↓

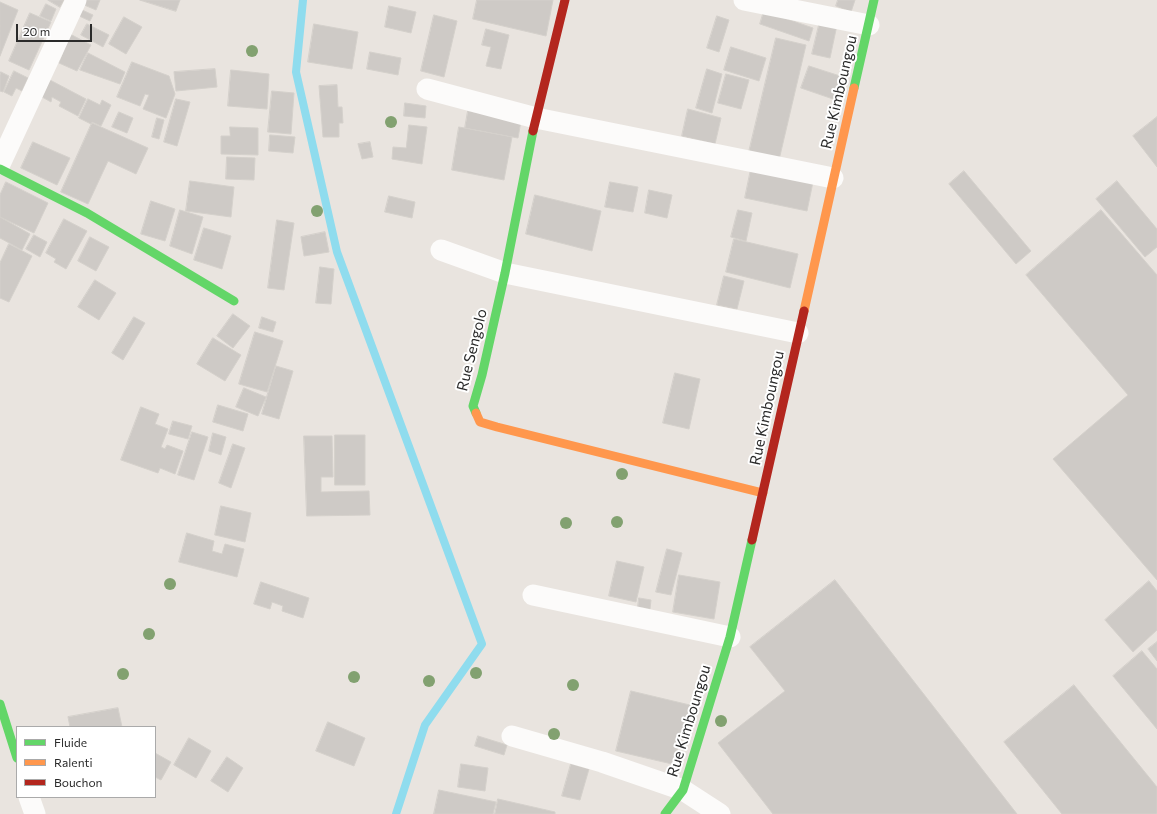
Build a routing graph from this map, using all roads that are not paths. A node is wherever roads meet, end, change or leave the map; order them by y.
1 (76, 0) edge
2 (566, 0) edge
3 (744, 0) edge
4 (874, 0) edge
5 (869, 25) junction
6 (427, 89) dead end
7 (536, 118) junction
8 (0, 164) edge
9 (0, 169) edge
10 (833, 178) junction
11 (441, 250) dead end
12 (505, 273) junction
13 (234, 301) dead end
14 (798, 333) junction
15 (763, 493) junction
16 (533, 595) dead end
17 (730, 637) junction
18 (0, 704) edge
19 (512, 736) dead end
20 (16, 755) edge
21 (683, 790) junction
22 (29, 798) edge
23 (35, 814) edge
24 (665, 814) edge
25 (720, 814) edge

1 - 8 street
2 - 7 street, Rue Sengolo
3 - 5 street
4 - 5 street, Rue Kimboungou
5 - 10 street, Rue Kimboungou
6 - 7 street
7 - 10 street
7 - 12 street, Rue Sengolo
9 - 13 street
10 - 14 street, Rue Kimboungou
11 - 12 street
12 - 14 street
12 - 15 street, Rue Sengolo
14 - 15 street, Rue Kimboungou
15 - 17 street, Rue Kimboungou
16 - 17 street
17 - 21 street, Rue Kimboungou
18 - 20 street
19 - 21 street
21 - 24 street, Rue Kimboungou
21 - 25 street
22 - 23 street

↑

* Exercise directions
All lines of the records above with the word "Kimboungou" in them are to be copied.

* Task answer
4 - 5 street, Rue Kimboungou
5 - 10 street, Rue Kimboungou
10 - 14 street, Rue Kimboungou
14 - 15 street, Rue Kimboungou
15 - 17 street, Rue Kimboungou
17 - 21 street, Rue Kimboungou
21 - 24 street, Rue Kimboungou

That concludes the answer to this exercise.